Nach England wurde die B. aus Köln und Brügge gebracht durch William Caxton (s. d.), ein hervorragendes Mitglied der Kaufmannsgilde von London. Sein Beruf hatte ihn nach Brügge geführt, ob er aber hier oder in Köln oder im Kloster Weidenbach bei Köln die B. erlernte, ist eine ebenso offene Frage wie die, wo das erste Buch in englischer Sprache, die von Caxton übersetzte Sagensammlung "Recueil des histoires de Troyes", von ihm um 1471 gedruckt worden ist.

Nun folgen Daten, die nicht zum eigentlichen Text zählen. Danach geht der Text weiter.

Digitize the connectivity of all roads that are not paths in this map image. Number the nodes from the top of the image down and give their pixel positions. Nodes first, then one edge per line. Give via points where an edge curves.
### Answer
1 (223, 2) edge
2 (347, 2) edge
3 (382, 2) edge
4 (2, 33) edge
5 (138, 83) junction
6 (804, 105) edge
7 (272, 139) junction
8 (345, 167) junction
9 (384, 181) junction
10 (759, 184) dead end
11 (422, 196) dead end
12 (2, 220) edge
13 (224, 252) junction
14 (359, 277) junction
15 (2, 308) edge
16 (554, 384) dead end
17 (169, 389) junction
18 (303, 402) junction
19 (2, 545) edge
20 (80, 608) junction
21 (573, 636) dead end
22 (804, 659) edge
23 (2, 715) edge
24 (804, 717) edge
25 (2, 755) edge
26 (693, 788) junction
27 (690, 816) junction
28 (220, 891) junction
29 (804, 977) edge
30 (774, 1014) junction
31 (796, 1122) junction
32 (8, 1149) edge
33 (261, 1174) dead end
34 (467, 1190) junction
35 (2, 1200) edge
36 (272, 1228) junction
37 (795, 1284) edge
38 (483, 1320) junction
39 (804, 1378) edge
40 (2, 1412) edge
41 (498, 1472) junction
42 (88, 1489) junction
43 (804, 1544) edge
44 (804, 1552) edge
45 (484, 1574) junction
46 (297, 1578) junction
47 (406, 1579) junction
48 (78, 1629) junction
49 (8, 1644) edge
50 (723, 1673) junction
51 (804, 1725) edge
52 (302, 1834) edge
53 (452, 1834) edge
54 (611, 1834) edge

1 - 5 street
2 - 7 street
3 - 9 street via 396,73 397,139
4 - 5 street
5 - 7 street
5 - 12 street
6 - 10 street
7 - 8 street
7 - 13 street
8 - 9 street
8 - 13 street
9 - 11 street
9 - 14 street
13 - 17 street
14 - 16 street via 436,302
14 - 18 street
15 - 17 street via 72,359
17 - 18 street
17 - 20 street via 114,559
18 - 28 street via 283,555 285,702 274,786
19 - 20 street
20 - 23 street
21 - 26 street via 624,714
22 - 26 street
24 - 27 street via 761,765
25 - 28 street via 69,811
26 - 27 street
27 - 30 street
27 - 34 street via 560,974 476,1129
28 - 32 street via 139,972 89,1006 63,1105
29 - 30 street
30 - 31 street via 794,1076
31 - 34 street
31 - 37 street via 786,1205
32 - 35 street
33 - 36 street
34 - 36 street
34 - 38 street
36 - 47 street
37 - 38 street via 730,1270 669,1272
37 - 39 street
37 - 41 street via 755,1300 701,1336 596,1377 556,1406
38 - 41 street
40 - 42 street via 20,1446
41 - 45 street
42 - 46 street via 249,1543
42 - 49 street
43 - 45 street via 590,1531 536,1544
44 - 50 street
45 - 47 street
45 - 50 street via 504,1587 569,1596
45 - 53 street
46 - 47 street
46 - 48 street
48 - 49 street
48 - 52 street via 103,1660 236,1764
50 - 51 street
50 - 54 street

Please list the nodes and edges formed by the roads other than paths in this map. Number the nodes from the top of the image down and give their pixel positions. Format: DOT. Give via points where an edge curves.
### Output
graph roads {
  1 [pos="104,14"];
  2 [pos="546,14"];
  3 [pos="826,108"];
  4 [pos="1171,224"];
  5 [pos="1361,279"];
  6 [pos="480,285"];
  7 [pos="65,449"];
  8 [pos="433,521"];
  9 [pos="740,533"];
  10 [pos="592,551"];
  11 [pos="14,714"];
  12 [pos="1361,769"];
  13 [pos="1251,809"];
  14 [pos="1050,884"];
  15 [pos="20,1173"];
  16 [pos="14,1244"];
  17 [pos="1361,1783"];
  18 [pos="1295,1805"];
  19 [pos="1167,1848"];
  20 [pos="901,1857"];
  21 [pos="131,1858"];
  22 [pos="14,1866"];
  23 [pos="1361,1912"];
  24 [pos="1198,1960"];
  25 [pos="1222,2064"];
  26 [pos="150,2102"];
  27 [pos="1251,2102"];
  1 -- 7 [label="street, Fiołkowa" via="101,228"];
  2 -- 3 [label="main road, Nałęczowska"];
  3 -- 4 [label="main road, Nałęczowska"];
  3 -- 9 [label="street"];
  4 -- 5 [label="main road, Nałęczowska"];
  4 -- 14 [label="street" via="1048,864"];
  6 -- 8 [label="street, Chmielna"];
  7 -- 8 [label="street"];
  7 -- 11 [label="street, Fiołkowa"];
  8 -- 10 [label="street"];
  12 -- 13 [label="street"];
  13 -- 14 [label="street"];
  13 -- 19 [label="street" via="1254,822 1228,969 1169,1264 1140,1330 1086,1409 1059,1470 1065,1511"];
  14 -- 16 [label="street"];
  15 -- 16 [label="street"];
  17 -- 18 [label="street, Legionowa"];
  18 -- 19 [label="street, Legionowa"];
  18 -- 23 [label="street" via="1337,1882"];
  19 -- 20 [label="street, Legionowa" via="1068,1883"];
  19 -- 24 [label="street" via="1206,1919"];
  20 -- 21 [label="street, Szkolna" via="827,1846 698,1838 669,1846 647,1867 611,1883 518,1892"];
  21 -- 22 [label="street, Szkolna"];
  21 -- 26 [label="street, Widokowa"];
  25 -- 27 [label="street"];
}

Im J. 1477 aber war er bereits nach London zurückgekehrt und druckte hier als erstes Buch "The dictes and sayings of the philosophers" innerhalb, d. h. im Bezirk, der Abtei von Westminster. Mit ihm gleichzeitig (1480 und 1481) druckten in London John Lettou, William Machlinia (Wilhelm von Mecheln, 1481-83) und als Caxtons Nachfolger der Lothringer Wynkyn de Worde. In Oxford druckte zuerst 1478 der Kölner Theoderich Rood oder Rudt; in der Abtei von St. Albans arbeitete 1480-86 ein unbekannt gebliebener Drucker, der sich selbst nur als "Schulmeister von St. Albans" bezeichnet hat; alle übrigen namhaften Städte Englands erhielten erst im 16. Jahrh. oder später Buchdruckereien. - In Schottland hielt die B. 1507 ihren Einzug; Walter Chepman und Andrew Millar waren die ersten Drucker der schottischen Residenz. - In Irland druckte 100 Jahre nach der Erfindung, 1551, zuerst Humphrey Powell.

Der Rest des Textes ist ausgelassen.